#### [Work instructions]
Below is a set of records. Please retype every one exactly.

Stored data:
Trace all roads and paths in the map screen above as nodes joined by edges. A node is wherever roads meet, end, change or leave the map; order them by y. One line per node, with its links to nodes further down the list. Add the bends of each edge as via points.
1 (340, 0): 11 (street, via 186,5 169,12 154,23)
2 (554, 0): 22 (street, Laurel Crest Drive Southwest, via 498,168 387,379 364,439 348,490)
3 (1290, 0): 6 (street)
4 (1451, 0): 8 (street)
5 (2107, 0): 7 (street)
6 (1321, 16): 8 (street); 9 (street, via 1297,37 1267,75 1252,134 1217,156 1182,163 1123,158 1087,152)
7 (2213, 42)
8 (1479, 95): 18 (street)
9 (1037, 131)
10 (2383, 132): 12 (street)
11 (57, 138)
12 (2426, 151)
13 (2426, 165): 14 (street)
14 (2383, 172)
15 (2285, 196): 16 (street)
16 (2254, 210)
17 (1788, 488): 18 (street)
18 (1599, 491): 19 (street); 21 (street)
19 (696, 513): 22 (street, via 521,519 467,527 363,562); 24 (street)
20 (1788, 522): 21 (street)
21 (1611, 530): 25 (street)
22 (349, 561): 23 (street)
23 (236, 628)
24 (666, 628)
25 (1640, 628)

#### [Response to this exercise]
Trace all roads and paths in the map screen above as nodes joined by edges. A node is wherever roads meet, end, change or leave the map; order them by y. One line per node, with its links to nodes further down the list. Add the bends of each edge as via points.
1 (340, 0): 11 (street, via 186,5 169,12 154,23)
2 (554, 0): 22 (street, Laurel Crest Drive Southwest, via 498,168 387,379 364,439 348,490)
3 (1290, 0): 6 (street)
4 (1451, 0): 8 (street)
5 (2107, 0): 7 (street)
6 (1321, 16): 8 (street); 9 (street, via 1297,37 1267,75 1252,134 1217,156 1182,163 1123,158 1087,152)
7 (2213, 42)
8 (1479, 95): 18 (street)
9 (1037, 131)
10 (2383, 132): 12 (street)
11 (57, 138)
12 (2426, 151)
13 (2426, 165): 14 (street)
14 (2383, 172)
15 (2285, 196): 16 (street)
16 (2254, 210)
17 (1788, 488): 18 (street)
18 (1599, 491): 19 (street); 21 (street)
19 (696, 513): 22 (street, via 521,519 467,527 363,562); 24 (street)
20 (1788, 522): 21 (street)
21 (1611, 530): 25 (street)
22 (349, 561): 23 (street)
23 (236, 628)
24 (666, 628)
25 (1640, 628)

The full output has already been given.